The only articles I found when attempting this referenced the AMPQ input/output plugins, which is not how one integrates with RabbitMQ these days. As well, there wasn't much information around tuning. Here is my current configuration along with some comments of various settings I tried/results I experienced.

The flow:

Log/Data inputs -> LS(No filters) -> RabbitMQ -> LS Indexers(filtering) -> Elasticsearch/Other.
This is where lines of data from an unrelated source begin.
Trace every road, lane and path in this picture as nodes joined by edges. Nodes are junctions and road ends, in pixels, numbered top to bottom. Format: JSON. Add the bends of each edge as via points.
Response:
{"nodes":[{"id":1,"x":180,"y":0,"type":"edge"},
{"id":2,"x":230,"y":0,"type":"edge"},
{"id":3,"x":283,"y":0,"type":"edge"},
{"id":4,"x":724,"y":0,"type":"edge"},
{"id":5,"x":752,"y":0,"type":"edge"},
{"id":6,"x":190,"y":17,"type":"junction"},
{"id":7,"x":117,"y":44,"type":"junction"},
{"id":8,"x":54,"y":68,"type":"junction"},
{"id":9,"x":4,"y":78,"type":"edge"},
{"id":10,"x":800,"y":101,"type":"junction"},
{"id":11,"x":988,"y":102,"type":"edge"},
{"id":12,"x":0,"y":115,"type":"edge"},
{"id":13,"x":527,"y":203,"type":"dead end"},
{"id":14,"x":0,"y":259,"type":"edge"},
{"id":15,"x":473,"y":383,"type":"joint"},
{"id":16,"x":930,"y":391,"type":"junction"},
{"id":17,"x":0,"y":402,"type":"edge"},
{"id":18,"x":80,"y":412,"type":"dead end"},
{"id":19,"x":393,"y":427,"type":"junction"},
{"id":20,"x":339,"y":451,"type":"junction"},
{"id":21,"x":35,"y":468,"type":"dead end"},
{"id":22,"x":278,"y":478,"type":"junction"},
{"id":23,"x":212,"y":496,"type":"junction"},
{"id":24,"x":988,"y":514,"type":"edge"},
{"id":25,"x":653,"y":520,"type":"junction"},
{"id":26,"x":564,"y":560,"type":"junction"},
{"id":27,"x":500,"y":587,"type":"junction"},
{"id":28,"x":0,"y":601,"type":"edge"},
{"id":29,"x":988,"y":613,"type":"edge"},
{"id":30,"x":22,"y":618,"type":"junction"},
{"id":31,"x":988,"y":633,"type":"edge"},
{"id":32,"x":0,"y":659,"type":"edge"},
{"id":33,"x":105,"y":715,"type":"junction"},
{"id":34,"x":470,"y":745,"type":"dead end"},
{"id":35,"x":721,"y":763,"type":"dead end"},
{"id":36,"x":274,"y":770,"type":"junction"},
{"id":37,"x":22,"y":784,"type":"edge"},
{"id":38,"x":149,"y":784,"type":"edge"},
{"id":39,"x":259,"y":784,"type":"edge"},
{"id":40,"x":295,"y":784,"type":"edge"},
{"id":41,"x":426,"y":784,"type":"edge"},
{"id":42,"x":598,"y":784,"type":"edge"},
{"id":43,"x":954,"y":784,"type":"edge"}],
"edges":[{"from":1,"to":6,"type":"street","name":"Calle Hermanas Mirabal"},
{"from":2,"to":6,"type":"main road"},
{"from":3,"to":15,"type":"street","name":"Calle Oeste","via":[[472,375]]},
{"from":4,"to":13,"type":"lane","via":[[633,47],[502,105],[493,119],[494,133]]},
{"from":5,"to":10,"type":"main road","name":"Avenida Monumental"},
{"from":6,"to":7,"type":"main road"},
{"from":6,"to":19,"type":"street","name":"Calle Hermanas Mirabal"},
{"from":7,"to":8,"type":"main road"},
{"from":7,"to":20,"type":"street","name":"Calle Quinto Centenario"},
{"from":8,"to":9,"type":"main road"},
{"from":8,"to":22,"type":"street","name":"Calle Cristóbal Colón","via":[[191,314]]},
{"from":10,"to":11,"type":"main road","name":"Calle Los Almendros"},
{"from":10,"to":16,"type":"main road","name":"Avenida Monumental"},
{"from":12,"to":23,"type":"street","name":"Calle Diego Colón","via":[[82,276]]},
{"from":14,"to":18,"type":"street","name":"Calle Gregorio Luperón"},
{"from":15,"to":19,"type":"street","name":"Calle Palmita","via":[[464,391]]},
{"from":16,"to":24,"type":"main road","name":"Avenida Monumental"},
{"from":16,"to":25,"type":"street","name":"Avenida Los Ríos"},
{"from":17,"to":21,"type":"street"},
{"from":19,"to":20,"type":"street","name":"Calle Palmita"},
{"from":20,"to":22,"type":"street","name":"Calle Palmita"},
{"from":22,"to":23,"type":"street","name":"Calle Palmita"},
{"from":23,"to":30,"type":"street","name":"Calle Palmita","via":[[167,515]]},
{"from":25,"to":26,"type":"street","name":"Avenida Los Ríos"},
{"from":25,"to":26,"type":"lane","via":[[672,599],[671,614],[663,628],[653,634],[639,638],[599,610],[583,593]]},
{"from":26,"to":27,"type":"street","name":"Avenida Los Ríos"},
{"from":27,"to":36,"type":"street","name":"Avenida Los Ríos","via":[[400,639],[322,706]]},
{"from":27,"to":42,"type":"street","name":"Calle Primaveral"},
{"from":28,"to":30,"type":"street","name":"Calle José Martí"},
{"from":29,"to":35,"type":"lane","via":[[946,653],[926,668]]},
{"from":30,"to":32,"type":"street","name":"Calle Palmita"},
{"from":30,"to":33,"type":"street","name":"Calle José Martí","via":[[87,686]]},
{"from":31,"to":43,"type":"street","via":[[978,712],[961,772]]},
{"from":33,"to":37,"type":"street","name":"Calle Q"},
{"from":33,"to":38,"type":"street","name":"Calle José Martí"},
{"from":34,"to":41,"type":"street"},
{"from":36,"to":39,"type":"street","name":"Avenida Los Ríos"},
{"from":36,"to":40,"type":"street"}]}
RabbitMQ output configuration:

rabbitmq {
    exchange => "logstash-rabbitmq"
    exchange_type => "direct"
    key => "logstash-key"
    host => ""
    workers => 4
    durable => true
    persistent => true
}

RabbitMQ input configuration:

rabbitmq {
    host => ""
    queue => "logstash-queue"
    durable => true
    key => "logstash-key"
    exchange => "logstash-rabbitmq"
    threads => 3
    prefetch_count => 50
    port => 5672
    user => ""
    password => ""
}

Key values:

  • exchange - Match on output and input plugin
  • key - Match on output and input plugin
  • queue - Must be set on input plugin, it should also match on all indexers. Otherwise, a 'random' queue is created each time LS connects.
  • durable - Set to true so queue persist through a crash or restart of RabbitMQ.
  • persistent - Set to true so messages are written to disk and persist through RabbitMQ restarting.
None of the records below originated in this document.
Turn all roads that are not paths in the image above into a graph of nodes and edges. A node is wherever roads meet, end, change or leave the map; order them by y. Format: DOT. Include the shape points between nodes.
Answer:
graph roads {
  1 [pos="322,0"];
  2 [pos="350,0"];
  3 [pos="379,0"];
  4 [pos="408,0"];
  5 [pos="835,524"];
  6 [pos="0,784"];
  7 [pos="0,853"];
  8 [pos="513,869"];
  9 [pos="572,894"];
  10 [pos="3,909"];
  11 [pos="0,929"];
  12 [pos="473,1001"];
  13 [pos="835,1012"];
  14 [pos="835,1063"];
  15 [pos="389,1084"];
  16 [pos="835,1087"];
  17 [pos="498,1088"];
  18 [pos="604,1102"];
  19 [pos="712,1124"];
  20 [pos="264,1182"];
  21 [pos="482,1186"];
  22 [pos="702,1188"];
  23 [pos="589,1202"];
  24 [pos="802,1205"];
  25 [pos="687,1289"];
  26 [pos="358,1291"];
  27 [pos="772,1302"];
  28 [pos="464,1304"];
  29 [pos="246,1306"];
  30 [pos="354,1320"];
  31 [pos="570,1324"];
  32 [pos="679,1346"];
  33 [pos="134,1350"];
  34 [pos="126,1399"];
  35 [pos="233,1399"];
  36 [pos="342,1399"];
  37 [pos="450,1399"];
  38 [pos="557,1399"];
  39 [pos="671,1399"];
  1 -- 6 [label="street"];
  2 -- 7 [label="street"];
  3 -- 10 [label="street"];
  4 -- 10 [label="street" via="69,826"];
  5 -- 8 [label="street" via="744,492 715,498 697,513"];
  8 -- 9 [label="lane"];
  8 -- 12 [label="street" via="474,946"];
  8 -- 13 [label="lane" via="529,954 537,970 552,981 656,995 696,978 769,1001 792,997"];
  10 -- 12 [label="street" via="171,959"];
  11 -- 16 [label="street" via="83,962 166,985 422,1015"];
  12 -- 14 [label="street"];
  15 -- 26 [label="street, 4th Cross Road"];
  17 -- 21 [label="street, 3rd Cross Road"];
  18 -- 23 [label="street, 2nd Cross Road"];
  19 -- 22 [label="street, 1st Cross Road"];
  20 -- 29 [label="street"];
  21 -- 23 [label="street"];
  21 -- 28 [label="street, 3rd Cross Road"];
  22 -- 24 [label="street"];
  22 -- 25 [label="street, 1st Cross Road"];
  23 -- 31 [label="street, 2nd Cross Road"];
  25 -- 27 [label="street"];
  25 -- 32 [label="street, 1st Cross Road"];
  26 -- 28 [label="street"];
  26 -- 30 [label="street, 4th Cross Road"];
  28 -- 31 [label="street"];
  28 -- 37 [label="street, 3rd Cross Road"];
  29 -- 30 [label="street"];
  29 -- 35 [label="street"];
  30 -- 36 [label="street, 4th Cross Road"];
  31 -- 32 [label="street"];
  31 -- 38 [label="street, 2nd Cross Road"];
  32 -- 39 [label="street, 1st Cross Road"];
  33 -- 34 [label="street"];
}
Initially I had a hard time achieving more than 1500msg/sec on the indexer side. This would result in the queue to fill up indicating my Logstash indexers had fallen behind.

RabbitMQ Tuning

At first it would appear the bottleneck is on the RabbitMQ server. Checking iotop one would find allot of disk I/O. RabbitMQ has some great writeups about why and when it writes to disk here. In short, since message acknowledgement is enabled every message is written to disk. This does not mean every message is read from disk, which you can observe from iotop. Lots of writing, no reading. RabbitMQ will eventually start reading from disk if the queue gets large enough and RabbitMQ consumes enough of system memory. I added the following configuration to discourage RabbitMQ from this behaviour:

{vm_memory_high_watermark, 0.8},
{vm_memory_high_watermark_paging_ratio, 0.8}

This is the only configuration I've done thus far with RabbitMQ, and after the Logstash tuning below it may not even be needed. RabbitMQ is fast, and I don't expect it to be my bottleneck anytime soon.

Logstash Tuning

The setting no_ack => true greatly improved the throughput, or so it appeared at first. By default Logstash sends an acknowledgement after each message is processed. Turning off this setting means RabbitMQ will not wait for the 'ack' and continue sending messages to Logstash. This resulted in the queue being empty even under the highest load, and what appeared to be better throughput. Seeing 7-9k/sec events yet nothing in the Queue. Unfortunately this was just an illusion.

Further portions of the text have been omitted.